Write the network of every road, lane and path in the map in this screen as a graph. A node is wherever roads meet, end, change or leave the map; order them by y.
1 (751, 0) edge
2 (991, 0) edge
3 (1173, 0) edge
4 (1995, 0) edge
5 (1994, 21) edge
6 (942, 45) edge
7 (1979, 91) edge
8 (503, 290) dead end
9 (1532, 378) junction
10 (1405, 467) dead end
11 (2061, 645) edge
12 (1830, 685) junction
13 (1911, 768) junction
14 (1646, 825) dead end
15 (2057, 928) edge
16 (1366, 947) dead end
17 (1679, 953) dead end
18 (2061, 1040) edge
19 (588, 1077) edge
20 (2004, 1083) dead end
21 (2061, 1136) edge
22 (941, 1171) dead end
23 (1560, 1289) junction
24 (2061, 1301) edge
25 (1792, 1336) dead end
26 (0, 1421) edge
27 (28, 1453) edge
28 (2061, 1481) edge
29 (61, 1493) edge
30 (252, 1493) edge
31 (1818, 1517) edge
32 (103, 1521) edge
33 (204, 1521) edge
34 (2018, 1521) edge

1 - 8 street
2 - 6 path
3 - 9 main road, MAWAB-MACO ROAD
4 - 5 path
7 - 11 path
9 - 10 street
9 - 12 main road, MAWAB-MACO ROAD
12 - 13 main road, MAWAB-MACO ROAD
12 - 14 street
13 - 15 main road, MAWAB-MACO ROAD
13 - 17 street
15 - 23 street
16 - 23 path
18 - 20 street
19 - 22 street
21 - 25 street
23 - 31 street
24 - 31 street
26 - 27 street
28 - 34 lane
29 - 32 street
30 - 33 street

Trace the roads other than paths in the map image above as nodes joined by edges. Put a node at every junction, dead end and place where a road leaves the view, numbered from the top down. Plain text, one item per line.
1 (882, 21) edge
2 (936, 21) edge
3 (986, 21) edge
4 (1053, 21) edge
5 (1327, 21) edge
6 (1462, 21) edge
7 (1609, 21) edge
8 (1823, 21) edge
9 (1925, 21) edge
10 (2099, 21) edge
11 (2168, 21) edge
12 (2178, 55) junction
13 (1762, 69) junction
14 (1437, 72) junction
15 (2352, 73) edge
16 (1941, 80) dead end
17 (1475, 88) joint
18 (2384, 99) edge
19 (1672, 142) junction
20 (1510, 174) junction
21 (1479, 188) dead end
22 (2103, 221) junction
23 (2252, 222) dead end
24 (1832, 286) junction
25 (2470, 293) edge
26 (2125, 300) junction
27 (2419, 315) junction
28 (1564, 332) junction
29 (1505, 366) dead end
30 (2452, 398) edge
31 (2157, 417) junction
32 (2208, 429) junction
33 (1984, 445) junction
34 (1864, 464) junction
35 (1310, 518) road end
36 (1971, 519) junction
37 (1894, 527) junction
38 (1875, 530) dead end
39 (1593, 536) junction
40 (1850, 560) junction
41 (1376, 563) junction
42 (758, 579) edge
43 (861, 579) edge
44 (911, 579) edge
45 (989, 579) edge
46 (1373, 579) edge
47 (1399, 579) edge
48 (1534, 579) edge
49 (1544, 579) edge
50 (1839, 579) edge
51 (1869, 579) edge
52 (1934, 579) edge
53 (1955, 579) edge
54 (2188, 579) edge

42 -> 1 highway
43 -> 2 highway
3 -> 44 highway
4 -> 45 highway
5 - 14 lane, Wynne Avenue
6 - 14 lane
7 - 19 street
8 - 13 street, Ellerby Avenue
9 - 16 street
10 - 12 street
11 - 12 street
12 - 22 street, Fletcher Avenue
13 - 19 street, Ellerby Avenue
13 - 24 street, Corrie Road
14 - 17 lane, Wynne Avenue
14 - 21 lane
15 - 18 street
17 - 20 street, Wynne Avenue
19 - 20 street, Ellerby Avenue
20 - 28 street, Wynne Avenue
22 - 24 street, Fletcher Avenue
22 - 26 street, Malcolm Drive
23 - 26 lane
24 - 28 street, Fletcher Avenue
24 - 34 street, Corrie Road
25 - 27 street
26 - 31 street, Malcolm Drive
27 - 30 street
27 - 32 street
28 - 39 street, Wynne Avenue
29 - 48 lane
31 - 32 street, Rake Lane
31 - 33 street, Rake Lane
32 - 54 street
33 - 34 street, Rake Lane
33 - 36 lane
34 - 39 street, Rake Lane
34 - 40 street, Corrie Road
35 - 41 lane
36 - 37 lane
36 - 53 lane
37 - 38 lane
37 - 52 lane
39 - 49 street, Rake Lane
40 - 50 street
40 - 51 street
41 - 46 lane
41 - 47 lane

══════════

Task item.
The listing above is to be copied exactly, in full.

The completed task.
Write the network of every road, lane and path in the map in this screen as a graph. A node is wherever roads meet, end, change or leave the map; order them by y.
1 (751, 0) edge
2 (991, 0) edge
3 (1173, 0) edge
4 (1995, 0) edge
5 (1994, 21) edge
6 (942, 45) edge
7 (1979, 91) edge
8 (503, 290) dead end
9 (1532, 378) junction
10 (1405, 467) dead end
11 (2061, 645) edge
12 (1830, 685) junction
13 (1911, 768) junction
14 (1646, 825) dead end
15 (2057, 928) edge
16 (1366, 947) dead end
17 (1679, 953) dead end
18 (2061, 1040) edge
19 (588, 1077) edge
20 (2004, 1083) dead end
21 (2061, 1136) edge
22 (941, 1171) dead end
23 (1560, 1289) junction
24 (2061, 1301) edge
25 (1792, 1336) dead end
26 (0, 1421) edge
27 (28, 1453) edge
28 (2061, 1481) edge
29 (61, 1493) edge
30 (252, 1493) edge
31 (1818, 1517) edge
32 (103, 1521) edge
33 (204, 1521) edge
34 (2018, 1521) edge

1 - 8 street
2 - 6 path
3 - 9 main road, MAWAB-MACO ROAD
4 - 5 path
7 - 11 path
9 - 10 street
9 - 12 main road, MAWAB-MACO ROAD
12 - 13 main road, MAWAB-MACO ROAD
12 - 14 street
13 - 15 main road, MAWAB-MACO ROAD
13 - 17 street
15 - 23 street
16 - 23 path
18 - 20 street
19 - 22 street
21 - 25 street
23 - 31 street
24 - 31 street
26 - 27 street
28 - 34 lane
29 - 32 street
30 - 33 street

Trace the roads other than paths in the map image above as nodes joined by edges. Put a node at every junction, dead end and place where a road leaves the view, numbered from the top down. Plain text, one item per line.
1 (882, 21) edge
2 (936, 21) edge
3 (986, 21) edge
4 (1053, 21) edge
5 (1327, 21) edge
6 (1462, 21) edge
7 (1609, 21) edge
8 (1823, 21) edge
9 (1925, 21) edge
10 (2099, 21) edge
11 (2168, 21) edge
12 (2178, 55) junction
13 (1762, 69) junction
14 (1437, 72) junction
15 (2352, 73) edge
16 (1941, 80) dead end
17 (1475, 88) joint
18 (2384, 99) edge
19 (1672, 142) junction
20 (1510, 174) junction
21 (1479, 188) dead end
22 (2103, 221) junction
23 (2252, 222) dead end
24 (1832, 286) junction
25 (2470, 293) edge
26 (2125, 300) junction
27 (2419, 315) junction
28 (1564, 332) junction
29 (1505, 366) dead end
30 (2452, 398) edge
31 (2157, 417) junction
32 (2208, 429) junction
33 (1984, 445) junction
34 (1864, 464) junction
35 (1310, 518) road end
36 (1971, 519) junction
37 (1894, 527) junction
38 (1875, 530) dead end
39 (1593, 536) junction
40 (1850, 560) junction
41 (1376, 563) junction
42 (758, 579) edge
43 (861, 579) edge
44 (911, 579) edge
45 (989, 579) edge
46 (1373, 579) edge
47 (1399, 579) edge
48 (1534, 579) edge
49 (1544, 579) edge
50 (1839, 579) edge
51 (1869, 579) edge
52 (1934, 579) edge
53 (1955, 579) edge
54 (2188, 579) edge

42 -> 1 highway
43 -> 2 highway
3 -> 44 highway
4 -> 45 highway
5 - 14 lane, Wynne Avenue
6 - 14 lane
7 - 19 street
8 - 13 street, Ellerby Avenue
9 - 16 street
10 - 12 street
11 - 12 street
12 - 22 street, Fletcher Avenue
13 - 19 street, Ellerby Avenue
13 - 24 street, Corrie Road
14 - 17 lane, Wynne Avenue
14 - 21 lane
15 - 18 street
17 - 20 street, Wynne Avenue
19 - 20 street, Ellerby Avenue
20 - 28 street, Wynne Avenue
22 - 24 street, Fletcher Avenue
22 - 26 street, Malcolm Drive
23 - 26 lane
24 - 28 street, Fletcher Avenue
24 - 34 street, Corrie Road
25 - 27 street
26 - 31 street, Malcolm Drive
27 - 30 street
27 - 32 street
28 - 39 street, Wynne Avenue
29 - 48 lane
31 - 32 street, Rake Lane
31 - 33 street, Rake Lane
32 - 54 street
33 - 34 street, Rake Lane
33 - 36 lane
34 - 39 street, Rake Lane
34 - 40 street, Corrie Road
35 - 41 lane
36 - 37 lane
36 - 53 lane
37 - 38 lane
37 - 52 lane
39 - 49 street, Rake Lane
40 - 50 street
40 - 51 street
41 - 46 lane
41 - 47 lane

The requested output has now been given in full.